Images with localized body landmarks:
------------------------------------------------
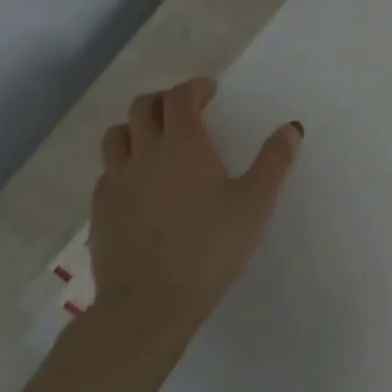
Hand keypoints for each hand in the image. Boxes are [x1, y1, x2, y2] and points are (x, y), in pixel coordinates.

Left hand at [85, 78, 302, 376]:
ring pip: (117, 136)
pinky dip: (123, 164)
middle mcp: (145, 153)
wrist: (149, 303)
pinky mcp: (100, 210)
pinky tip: (140, 185)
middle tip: (185, 111)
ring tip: (156, 142)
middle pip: (142, 107)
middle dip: (164, 101)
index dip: (195, 88)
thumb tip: (291, 127)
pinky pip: (108, 171)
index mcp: (184, 145)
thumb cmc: (211, 248)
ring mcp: (116, 181)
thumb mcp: (255, 204)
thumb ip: (274, 162)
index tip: (210, 92)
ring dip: (136, 127)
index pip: (180, 98)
------------------------------------------------
▶ Problem to solve
Using the data above, transcribe the lines that run from the line with "pinky dip: (123, 164)" to the line with "index mcp: (184, 145)", both ends kept, and output nothing else.

▶ Task answer
pinky dip: (123, 164)
middle mcp: (145, 153)
wrist: (149, 303)
pinky mcp: (100, 210)
pinky tip: (140, 185)
middle tip: (185, 111)
ring tip: (156, 142)
middle pip: (142, 107)
middle dip: (164, 101)
index dip: (195, 88)
thumb tip: (291, 127)
pinky pip: (108, 171)
index mcp: (184, 145)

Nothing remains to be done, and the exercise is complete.